Nobody knows what it takes to move the economy forward right now.”
The second article was written by Neha Singh and published by Reuters. This article is about the findings of Paul Miller, an analyst for Friedman Billings Ramsey. Miller has come up with a plan to save the U.S. financial system, and it will cost only $1 trillion to $1.2 trillion in additional capital. Basically, he says that in order to restore confidence and improve liquidity in the credit market, this injection needs to happen. In addition, rather than the investments being made via preferred shares or long term debt mechanisms, Miller thinks that in order for the plan to work the investments need to be common equity injections.

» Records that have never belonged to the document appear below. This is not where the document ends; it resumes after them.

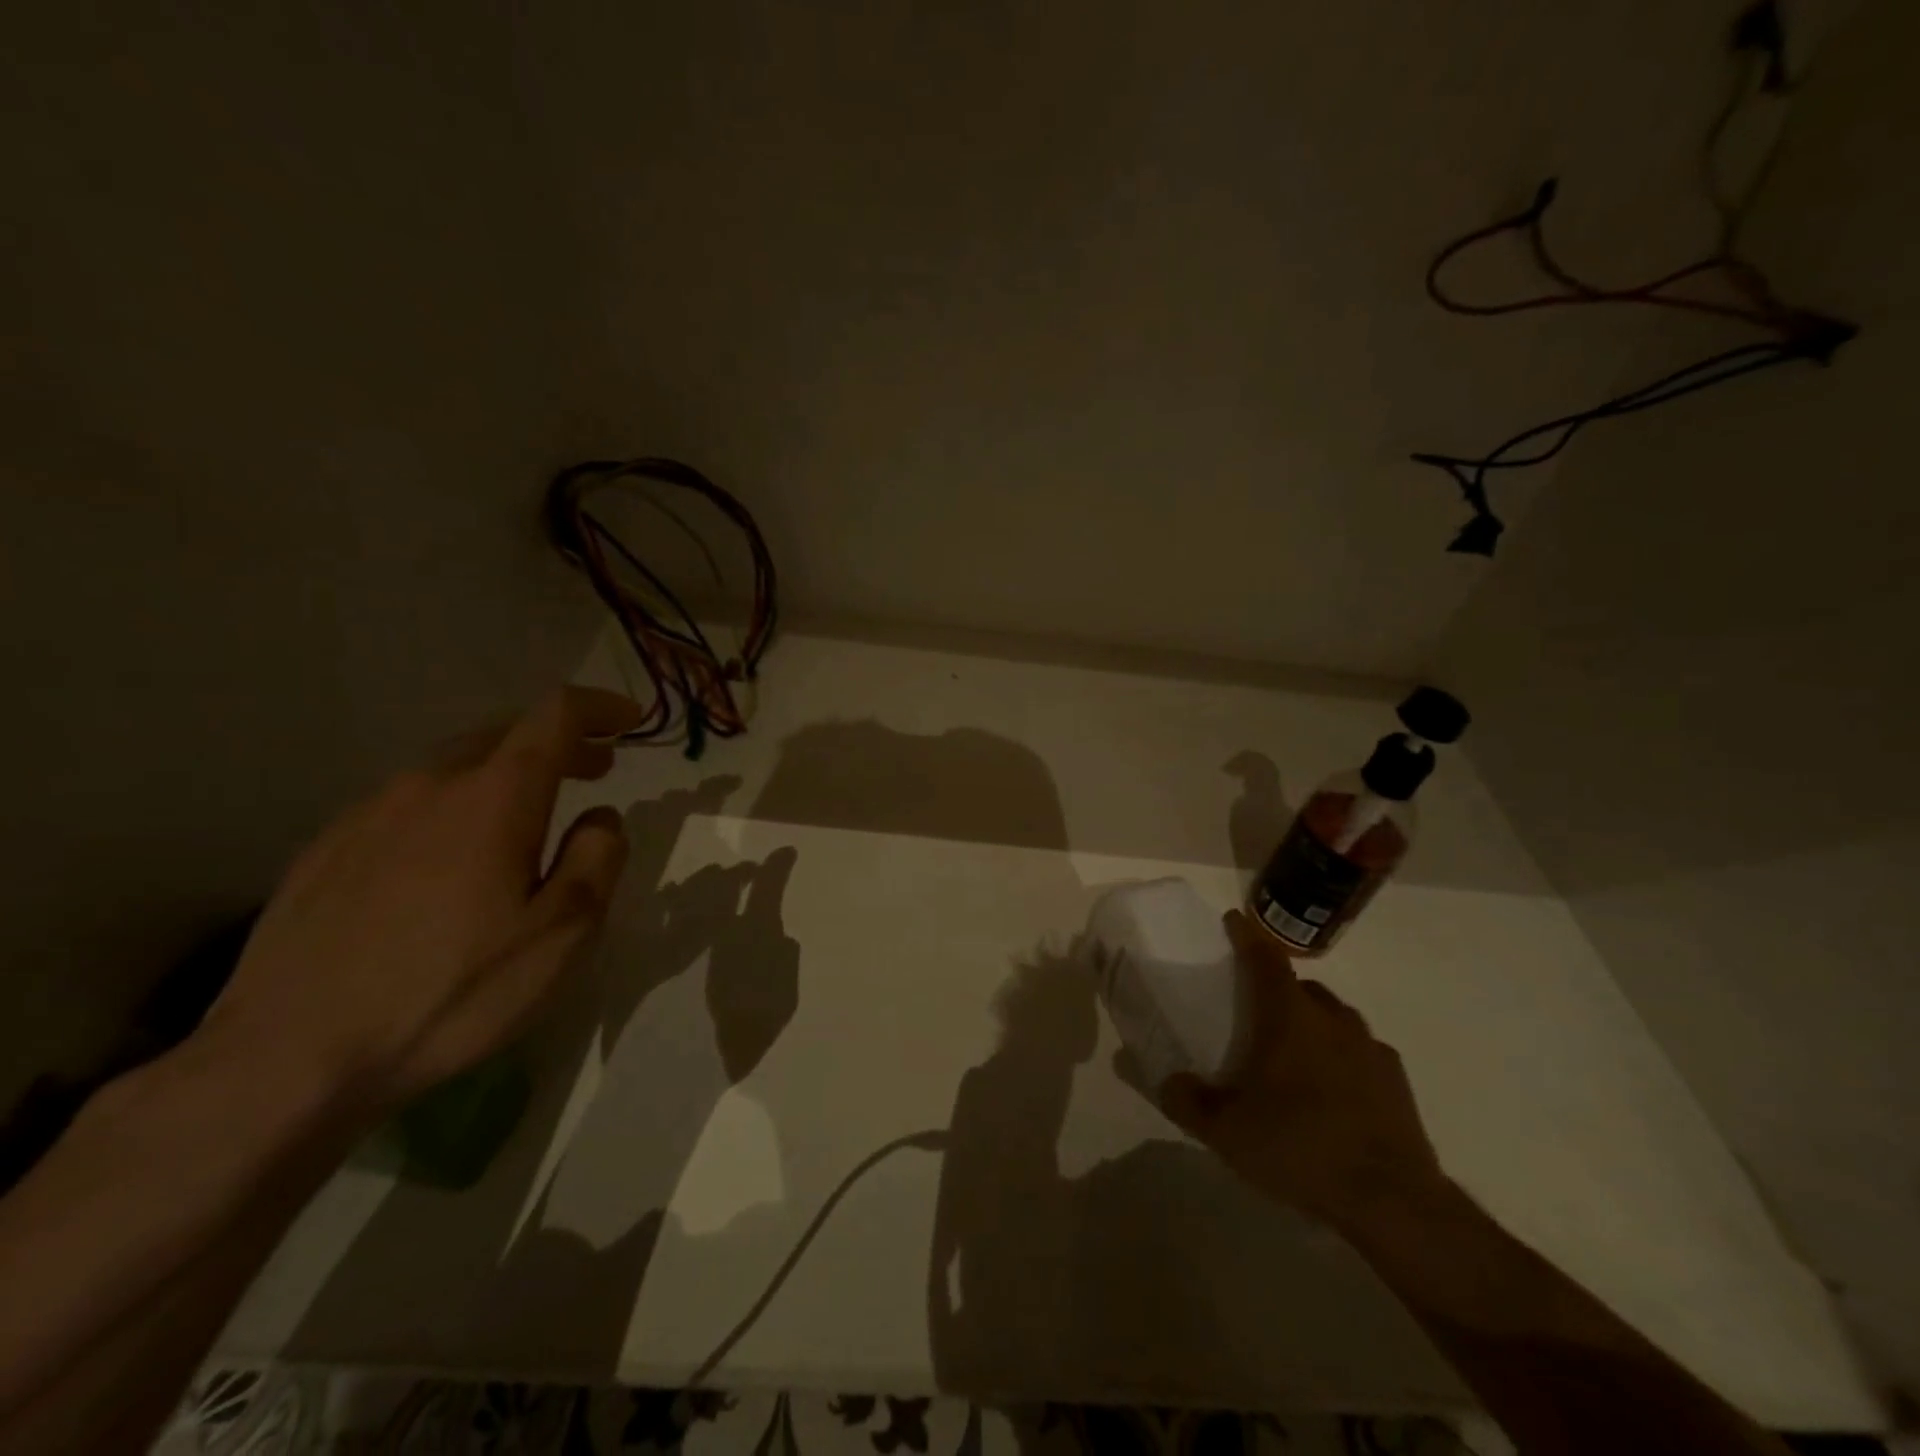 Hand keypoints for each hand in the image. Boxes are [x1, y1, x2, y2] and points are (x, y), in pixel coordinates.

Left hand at [198, 687, 647, 1122]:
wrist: (287, 1059)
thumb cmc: (452, 992)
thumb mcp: (562, 934)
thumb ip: (598, 859)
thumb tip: (600, 817)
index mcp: (494, 798)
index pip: (555, 716)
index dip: (599, 707)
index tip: (630, 718)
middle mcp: (430, 786)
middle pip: (504, 733)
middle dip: (559, 741)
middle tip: (596, 768)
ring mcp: (368, 815)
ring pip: (453, 766)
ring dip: (505, 773)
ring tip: (529, 813)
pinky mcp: (326, 851)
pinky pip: (409, 803)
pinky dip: (454, 804)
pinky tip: (453, 855)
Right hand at [1160, 911, 1445, 1231]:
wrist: (1392, 1202)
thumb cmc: (1299, 1148)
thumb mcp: (1225, 1132)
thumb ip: (1188, 1101)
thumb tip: (1169, 1081)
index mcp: (1288, 1017)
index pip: (1264, 959)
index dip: (1247, 936)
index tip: (1234, 921)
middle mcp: (1331, 1019)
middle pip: (1300, 987)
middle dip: (1277, 990)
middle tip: (1256, 1013)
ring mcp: (1369, 1048)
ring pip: (1333, 1018)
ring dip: (1311, 1024)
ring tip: (1293, 1057)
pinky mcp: (1396, 1080)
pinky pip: (1359, 1052)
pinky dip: (1341, 1057)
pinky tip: (1332, 1092) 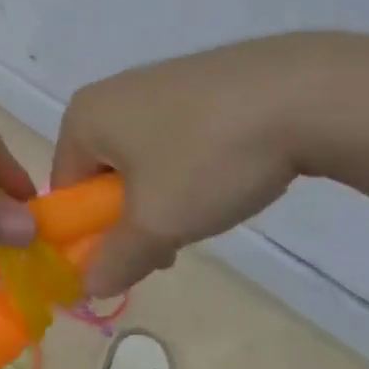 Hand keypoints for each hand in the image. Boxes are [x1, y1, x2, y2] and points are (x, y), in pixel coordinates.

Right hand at [53, 33, 368, 294]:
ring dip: (163, 197)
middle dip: (132, 217)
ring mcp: (158, 82)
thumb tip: (87, 286)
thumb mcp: (157, 223)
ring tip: (210, 208)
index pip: (66, 190)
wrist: (303, 94)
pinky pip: (176, 137)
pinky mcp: (200, 82)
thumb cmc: (208, 157)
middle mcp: (112, 92)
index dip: (92, 234)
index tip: (134, 257)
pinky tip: (229, 175)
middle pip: (103, 175)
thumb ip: (116, 260)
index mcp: (85, 117)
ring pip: (143, 160)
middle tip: (173, 240)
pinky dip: (191, 166)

The following is a quote from Miller: “Debt or TARP capital is not true capital. Long-term debt financing is not the solution. Only injections of true tangible common equity will solve the current crisis.” Miller says that even his plan will take a few years to fix things.

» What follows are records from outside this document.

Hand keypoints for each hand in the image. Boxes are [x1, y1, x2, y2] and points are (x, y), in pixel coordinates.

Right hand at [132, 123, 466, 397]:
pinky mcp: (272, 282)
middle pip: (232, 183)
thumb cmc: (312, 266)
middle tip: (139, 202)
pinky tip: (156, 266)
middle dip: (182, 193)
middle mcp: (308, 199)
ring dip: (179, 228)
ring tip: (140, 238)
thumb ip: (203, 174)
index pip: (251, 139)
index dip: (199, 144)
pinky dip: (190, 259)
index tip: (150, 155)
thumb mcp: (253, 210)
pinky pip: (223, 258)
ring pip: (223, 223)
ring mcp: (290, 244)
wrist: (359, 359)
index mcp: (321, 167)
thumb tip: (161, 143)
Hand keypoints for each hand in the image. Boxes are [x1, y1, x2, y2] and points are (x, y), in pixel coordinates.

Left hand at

Obviously these two articles have very different views, but one thing they have in common is that they agree that the solutions proposed or enacted thus far have failed.
Of the two views, I tend to side with Roberts, author of the first article. I think that pretty much we are lost in the forest and going around in circles trying to get out, and as they teach you in Boy Scouts, when you get lost sometimes it is best to wait it out.
Miller’s suggestion, on the other hand, I find completely ludicrous. So instead of the government (i.e., taxpayers) getting preferred treatment for their extremely risky investments into struggling companies, they should settle for common equity investments that would surely lose a ton of taxpayer money? Sorry, but that sounds pretty dumb to me. And I’m certainly not willing to lose $1 to $1.2 trillion of taxpayer money to find out that this crazy idea isn’t going to work. There are a lot of ways that we can help the economy with that kind of money that would have a bigger impact. Besides, there is no way that plan would ever get approved without people rioting in the streets and threatening rebellion. People are already outraged at the current investments we are making into these companies, and if we were to take even lesser terms in exchange, look out. The only people who would support this plan would be shareholders in these institutions, and I don’t think anyone feels bad for them at this point.